Available data ▸

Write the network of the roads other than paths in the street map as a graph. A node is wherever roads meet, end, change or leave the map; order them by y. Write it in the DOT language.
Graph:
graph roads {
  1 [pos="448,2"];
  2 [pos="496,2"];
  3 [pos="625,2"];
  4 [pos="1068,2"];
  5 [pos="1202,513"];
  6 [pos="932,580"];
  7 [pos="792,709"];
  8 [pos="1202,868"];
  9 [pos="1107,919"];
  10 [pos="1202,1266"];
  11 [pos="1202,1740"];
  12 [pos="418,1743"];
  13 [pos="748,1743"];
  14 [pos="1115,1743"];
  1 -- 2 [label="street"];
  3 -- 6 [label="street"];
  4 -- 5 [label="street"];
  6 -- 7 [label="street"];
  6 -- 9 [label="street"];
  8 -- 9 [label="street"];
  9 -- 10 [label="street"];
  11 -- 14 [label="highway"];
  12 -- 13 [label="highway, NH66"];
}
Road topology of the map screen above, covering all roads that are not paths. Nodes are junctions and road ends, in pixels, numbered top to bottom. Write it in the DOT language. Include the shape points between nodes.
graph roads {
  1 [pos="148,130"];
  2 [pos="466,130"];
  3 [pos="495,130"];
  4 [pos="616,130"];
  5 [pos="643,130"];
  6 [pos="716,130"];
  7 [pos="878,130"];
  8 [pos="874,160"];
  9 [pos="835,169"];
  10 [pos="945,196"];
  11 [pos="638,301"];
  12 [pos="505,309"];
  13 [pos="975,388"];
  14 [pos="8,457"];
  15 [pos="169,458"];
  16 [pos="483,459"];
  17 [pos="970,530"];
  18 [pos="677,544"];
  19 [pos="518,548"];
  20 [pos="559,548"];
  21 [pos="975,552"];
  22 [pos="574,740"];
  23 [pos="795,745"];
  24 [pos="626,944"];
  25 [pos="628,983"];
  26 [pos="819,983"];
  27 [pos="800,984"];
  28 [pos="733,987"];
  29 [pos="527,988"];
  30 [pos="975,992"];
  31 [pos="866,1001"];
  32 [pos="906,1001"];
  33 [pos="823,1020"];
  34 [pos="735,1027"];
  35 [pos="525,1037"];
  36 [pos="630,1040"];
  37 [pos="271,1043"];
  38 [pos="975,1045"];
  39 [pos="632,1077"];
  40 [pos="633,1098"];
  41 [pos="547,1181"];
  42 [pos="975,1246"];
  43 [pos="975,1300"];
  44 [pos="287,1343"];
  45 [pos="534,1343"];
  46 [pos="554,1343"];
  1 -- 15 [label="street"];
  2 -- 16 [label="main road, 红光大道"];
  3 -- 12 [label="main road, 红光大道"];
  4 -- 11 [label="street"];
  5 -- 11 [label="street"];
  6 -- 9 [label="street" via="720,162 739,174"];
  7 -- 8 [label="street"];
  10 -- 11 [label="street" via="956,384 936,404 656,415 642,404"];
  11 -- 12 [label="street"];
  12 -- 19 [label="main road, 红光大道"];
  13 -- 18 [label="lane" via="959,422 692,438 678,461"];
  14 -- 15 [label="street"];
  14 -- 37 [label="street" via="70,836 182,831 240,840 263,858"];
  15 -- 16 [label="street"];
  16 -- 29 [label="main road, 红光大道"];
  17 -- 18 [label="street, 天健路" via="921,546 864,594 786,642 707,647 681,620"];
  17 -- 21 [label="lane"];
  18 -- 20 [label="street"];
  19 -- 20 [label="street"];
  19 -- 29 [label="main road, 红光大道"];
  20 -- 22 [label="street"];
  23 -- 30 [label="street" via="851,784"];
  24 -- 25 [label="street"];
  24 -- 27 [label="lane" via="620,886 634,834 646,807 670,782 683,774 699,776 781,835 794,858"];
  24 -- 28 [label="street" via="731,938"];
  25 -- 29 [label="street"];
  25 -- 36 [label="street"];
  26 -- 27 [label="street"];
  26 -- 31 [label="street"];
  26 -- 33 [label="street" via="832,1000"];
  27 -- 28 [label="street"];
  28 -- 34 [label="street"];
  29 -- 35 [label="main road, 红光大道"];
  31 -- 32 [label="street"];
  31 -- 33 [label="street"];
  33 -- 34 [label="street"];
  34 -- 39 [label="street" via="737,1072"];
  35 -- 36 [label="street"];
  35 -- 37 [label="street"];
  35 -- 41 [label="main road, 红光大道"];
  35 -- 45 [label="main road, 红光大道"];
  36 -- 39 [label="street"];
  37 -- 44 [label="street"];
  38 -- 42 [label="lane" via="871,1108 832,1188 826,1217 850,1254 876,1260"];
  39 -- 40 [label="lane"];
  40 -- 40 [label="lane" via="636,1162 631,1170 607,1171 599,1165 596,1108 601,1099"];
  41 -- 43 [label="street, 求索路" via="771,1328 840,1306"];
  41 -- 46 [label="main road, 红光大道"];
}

Description of the task ▸ Wherever the string "Write" occurs in the records, copy the line it is in.

Solution to this task ▸
Write the network of the roads other than paths in the street map as a graph. A node is wherever roads meet, end, change or leave the map; order them by y. Write it in the DOT language.
Road topology of the map screen above, covering all roads that are not paths. Nodes are junctions and road ends, in pixels, numbered top to bottom. Write it in the DOT language. Include the shape points between nodes.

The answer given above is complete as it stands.